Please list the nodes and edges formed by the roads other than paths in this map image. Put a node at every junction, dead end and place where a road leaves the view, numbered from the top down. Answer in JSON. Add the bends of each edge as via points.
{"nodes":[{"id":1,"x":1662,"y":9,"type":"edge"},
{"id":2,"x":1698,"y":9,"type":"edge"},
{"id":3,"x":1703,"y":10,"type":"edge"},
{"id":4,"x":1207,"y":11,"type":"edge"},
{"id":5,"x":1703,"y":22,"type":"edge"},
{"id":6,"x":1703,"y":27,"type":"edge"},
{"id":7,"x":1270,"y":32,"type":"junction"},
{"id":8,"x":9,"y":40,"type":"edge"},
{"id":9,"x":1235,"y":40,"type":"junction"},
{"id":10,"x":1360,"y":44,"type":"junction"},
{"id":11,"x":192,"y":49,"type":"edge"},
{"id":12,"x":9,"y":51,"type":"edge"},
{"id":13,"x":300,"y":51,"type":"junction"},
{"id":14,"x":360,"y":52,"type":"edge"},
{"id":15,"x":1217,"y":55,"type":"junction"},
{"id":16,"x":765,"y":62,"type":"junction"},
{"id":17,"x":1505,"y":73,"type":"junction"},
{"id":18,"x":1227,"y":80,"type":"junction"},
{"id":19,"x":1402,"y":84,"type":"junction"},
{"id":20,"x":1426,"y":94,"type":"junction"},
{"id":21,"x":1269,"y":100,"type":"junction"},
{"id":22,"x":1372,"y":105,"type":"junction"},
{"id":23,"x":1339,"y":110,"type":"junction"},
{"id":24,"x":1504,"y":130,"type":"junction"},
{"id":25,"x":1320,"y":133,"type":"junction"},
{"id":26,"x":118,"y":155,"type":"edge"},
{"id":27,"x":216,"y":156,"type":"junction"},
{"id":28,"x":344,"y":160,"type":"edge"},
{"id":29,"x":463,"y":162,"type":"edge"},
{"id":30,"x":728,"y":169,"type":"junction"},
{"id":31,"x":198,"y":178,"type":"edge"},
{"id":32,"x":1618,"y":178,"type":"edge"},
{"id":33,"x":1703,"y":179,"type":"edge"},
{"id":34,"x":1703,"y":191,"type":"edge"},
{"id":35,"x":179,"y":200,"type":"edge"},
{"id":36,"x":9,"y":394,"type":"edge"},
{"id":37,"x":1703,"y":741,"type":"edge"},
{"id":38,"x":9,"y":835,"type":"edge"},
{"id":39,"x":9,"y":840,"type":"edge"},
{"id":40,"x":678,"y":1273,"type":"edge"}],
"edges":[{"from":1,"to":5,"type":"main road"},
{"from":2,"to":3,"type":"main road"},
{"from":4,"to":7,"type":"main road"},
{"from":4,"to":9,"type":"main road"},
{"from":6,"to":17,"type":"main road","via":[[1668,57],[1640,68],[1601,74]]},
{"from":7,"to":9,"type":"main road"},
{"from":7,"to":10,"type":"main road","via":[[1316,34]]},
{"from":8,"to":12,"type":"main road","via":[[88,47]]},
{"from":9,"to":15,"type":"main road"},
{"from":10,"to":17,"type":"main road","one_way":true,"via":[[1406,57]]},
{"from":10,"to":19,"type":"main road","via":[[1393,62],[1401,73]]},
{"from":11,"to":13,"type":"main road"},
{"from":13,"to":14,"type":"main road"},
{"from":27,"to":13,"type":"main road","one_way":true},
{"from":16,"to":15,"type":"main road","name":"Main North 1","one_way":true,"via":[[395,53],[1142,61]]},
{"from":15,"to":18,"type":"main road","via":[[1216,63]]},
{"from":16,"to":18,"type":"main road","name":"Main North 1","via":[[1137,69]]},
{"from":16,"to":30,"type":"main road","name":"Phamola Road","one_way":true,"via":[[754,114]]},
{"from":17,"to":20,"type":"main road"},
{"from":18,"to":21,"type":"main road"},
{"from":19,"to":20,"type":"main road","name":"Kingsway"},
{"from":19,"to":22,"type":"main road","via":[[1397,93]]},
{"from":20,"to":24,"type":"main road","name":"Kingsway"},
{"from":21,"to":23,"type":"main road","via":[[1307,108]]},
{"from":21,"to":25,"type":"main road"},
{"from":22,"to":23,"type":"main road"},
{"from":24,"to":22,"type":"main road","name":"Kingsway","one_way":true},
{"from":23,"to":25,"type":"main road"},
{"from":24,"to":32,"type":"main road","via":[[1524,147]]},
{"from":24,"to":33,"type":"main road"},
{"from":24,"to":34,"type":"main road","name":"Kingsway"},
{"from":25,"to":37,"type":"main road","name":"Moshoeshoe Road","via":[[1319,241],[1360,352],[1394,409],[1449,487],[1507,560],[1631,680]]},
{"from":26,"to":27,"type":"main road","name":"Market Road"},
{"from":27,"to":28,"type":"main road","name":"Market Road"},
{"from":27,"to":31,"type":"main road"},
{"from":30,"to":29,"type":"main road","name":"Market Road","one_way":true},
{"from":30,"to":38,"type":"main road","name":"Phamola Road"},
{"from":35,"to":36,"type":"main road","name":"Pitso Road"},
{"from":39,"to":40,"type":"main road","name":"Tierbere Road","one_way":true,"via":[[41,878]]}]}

#####

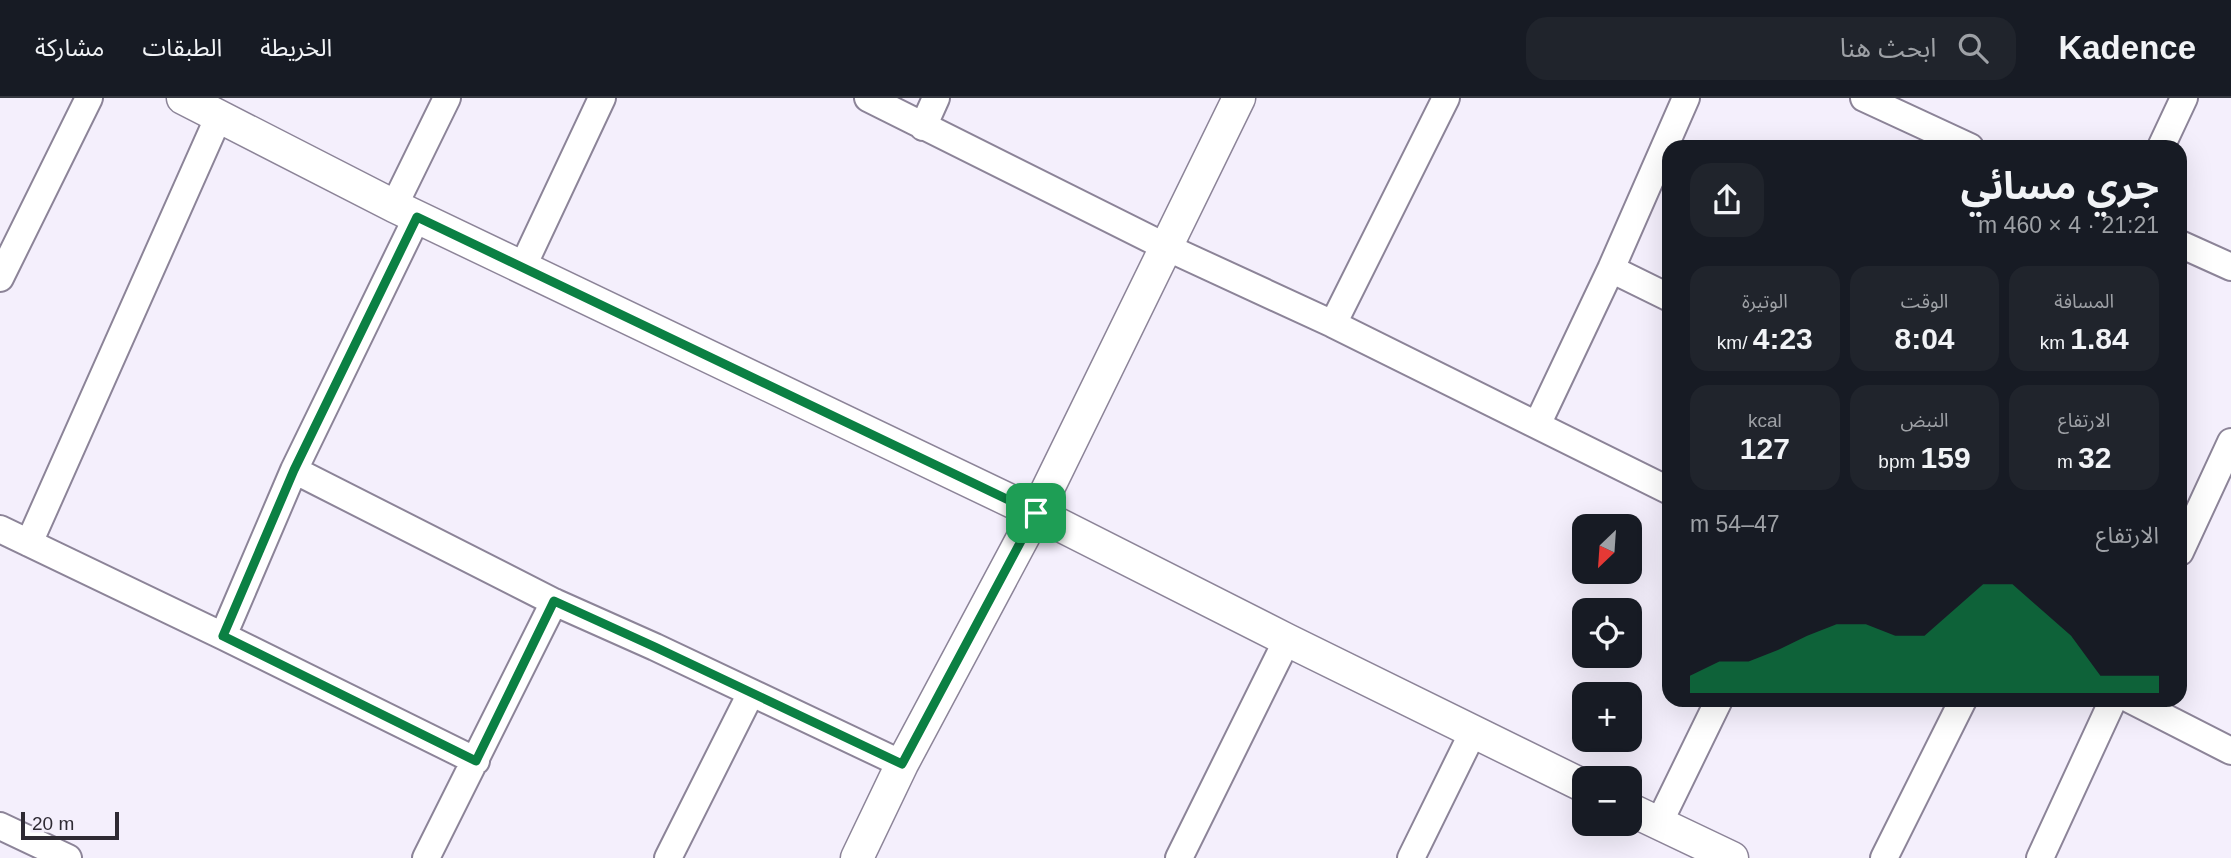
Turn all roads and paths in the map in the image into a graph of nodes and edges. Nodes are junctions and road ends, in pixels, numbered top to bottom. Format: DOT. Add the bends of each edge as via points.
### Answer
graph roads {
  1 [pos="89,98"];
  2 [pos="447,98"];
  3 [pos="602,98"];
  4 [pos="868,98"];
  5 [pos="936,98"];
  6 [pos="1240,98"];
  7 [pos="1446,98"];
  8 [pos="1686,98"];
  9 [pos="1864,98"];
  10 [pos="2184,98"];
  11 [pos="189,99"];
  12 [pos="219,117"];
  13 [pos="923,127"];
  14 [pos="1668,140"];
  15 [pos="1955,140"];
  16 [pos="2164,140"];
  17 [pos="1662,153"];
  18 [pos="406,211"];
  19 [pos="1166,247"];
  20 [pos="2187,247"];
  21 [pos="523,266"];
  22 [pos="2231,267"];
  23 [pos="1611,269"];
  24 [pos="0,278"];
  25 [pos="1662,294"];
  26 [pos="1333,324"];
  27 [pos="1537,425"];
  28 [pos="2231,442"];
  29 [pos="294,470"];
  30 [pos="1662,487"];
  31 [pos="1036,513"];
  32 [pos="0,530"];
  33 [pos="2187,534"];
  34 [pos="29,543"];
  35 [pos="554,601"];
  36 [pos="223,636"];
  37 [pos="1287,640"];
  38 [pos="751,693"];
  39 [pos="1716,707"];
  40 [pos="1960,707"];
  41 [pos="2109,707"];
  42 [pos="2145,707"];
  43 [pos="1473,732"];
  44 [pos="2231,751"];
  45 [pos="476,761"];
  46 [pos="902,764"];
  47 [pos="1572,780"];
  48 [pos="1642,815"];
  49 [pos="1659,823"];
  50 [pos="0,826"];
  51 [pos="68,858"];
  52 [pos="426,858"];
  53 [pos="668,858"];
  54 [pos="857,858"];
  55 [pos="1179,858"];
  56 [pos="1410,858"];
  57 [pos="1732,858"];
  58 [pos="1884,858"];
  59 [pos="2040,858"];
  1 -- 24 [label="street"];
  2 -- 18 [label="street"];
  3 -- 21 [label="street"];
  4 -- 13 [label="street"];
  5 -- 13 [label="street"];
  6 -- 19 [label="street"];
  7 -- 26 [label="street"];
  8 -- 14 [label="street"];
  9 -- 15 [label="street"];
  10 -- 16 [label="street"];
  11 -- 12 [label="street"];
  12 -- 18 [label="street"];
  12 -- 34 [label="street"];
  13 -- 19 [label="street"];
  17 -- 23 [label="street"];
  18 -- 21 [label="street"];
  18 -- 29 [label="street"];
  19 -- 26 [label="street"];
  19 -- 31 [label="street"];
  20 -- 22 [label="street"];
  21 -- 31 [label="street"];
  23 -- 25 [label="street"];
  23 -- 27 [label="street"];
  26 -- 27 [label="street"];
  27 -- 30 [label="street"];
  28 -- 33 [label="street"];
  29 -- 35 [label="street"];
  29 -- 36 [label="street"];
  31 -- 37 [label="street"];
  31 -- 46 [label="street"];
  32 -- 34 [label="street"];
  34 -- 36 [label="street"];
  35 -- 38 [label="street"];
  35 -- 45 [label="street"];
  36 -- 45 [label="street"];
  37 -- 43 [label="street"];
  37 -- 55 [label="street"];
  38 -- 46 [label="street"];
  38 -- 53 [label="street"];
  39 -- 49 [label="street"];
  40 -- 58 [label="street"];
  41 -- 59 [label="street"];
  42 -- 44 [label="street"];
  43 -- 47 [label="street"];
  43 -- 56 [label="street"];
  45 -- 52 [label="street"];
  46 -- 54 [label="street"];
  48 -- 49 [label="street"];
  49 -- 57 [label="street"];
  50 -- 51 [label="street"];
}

#####

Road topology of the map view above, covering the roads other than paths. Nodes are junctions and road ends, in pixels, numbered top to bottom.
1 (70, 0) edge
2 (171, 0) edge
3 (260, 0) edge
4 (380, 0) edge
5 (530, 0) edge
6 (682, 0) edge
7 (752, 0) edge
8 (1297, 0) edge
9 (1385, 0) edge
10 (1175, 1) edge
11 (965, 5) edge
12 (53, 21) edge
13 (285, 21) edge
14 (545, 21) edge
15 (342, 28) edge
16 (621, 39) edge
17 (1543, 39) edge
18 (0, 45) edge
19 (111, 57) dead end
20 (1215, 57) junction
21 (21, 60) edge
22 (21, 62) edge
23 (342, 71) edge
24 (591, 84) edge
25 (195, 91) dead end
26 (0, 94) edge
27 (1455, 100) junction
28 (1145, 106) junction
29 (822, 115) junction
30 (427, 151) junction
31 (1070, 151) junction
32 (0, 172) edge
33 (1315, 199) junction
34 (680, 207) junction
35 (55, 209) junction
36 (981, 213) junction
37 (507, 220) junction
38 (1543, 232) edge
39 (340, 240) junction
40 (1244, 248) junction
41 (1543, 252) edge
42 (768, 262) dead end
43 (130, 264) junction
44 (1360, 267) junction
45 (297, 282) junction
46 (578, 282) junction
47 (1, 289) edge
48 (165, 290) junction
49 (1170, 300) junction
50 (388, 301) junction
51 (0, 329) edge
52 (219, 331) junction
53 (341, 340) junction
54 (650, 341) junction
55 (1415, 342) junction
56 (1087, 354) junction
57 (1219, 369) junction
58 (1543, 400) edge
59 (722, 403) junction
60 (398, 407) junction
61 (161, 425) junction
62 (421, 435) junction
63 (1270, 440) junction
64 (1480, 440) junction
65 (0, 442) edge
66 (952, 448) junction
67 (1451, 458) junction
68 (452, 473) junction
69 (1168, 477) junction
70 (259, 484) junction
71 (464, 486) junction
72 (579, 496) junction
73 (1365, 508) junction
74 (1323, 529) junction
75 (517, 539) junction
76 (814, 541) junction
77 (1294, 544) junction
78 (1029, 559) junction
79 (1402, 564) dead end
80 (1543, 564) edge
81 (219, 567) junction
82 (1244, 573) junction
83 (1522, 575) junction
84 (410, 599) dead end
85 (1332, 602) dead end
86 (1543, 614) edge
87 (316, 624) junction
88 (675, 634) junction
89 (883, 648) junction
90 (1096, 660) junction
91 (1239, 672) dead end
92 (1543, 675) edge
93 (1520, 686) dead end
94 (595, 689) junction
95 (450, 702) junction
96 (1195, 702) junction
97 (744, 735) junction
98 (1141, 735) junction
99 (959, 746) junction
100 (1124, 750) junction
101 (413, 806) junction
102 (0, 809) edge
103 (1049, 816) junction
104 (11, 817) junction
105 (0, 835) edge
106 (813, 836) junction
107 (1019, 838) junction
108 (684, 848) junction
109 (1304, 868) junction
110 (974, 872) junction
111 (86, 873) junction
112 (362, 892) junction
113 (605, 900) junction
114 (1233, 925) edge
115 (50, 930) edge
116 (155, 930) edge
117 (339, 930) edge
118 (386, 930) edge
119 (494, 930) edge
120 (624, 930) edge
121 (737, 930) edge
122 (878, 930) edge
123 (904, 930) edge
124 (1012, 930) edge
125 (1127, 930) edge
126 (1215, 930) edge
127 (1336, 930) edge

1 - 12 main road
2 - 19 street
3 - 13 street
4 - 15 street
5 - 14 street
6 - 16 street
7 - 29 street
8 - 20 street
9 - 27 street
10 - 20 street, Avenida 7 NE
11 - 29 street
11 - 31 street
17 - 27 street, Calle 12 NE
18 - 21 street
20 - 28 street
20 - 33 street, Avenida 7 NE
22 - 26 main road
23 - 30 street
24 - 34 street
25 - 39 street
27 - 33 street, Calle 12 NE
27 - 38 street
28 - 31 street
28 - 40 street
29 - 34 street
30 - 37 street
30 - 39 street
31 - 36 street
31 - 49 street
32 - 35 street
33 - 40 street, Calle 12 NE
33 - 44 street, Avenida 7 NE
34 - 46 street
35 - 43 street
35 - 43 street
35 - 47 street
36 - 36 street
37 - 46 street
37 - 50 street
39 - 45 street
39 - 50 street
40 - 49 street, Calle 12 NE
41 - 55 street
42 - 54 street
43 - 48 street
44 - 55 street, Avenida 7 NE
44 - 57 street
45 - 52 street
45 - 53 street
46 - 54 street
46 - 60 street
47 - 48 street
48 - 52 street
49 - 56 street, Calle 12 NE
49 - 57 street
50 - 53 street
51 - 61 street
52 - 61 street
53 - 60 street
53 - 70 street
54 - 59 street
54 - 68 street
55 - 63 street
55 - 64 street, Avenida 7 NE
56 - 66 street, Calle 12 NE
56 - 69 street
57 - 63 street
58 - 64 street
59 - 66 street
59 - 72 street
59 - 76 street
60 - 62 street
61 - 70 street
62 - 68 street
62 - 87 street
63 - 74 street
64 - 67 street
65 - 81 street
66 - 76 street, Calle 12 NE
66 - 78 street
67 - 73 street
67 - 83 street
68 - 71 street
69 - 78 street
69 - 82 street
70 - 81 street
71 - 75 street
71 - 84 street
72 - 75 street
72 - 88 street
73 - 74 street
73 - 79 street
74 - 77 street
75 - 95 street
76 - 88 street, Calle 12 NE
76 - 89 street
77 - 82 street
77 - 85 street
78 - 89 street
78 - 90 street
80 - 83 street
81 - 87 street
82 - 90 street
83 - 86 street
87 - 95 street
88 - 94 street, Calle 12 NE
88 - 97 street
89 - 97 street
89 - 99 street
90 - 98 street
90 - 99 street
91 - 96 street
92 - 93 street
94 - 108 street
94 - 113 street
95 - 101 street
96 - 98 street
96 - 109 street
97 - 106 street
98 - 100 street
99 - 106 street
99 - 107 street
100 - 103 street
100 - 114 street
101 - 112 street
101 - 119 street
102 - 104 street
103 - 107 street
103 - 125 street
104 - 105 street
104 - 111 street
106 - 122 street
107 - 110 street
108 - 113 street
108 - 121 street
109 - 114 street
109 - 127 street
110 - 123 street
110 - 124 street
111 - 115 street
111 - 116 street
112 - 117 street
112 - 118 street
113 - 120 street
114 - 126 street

#####

◆ **Try it**: Take the entries above and copy out all lines with the string "dead".

◆ **Solution**:
Please list the nodes and edges formed by the roads other than paths in this map image. Put a node at every junction, dead end and place where a road leaves the view, numbered from the top down. Answer in JSON. Add the bends of each edge as via points.
19 (111, 57) dead end
25 (195, 91) dead end
42 (768, 262) dead end
79 (1402, 564) dead end
84 (410, 599) dead end
85 (1332, 602) dead end
91 (1239, 672) dead end
93 (1520, 686) dead end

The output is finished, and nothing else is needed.